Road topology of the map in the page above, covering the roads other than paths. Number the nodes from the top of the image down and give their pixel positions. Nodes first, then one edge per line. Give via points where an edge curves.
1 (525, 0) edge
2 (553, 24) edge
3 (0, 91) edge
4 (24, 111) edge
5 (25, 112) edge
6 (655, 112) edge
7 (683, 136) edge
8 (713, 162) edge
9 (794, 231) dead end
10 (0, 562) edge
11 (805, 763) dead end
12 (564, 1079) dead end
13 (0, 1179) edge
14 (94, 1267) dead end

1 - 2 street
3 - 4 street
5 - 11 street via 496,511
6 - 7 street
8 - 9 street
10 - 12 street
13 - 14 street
-=-=-=-=-
Output the listing above without altering a single character.

Road topology of the map in the page above, covering the roads other than paths. Number the nodes from the top of the image down and give their pixel positions. Nodes first, then one edge per line. Give via points where an edge curves.
1 (525, 0) edge
2 (553, 24) edge
3 (0, 91) edge
4 (24, 111) edge
5 (25, 112) edge
6 (655, 112) edge
7 (683, 136) edge
8 (713, 162) edge
9 (794, 231) dead end
10 (0, 562) edge
11 (805, 763) dead end
12 (564, 1079) dead end
13 (0, 1179) edge
14 (94, 1267) dead end

1 - 2 street
3 - 4 street
5 - 11 street via 496,511
6 - 7 street
8 - 9 street
10 - 12 street
13 - 14 street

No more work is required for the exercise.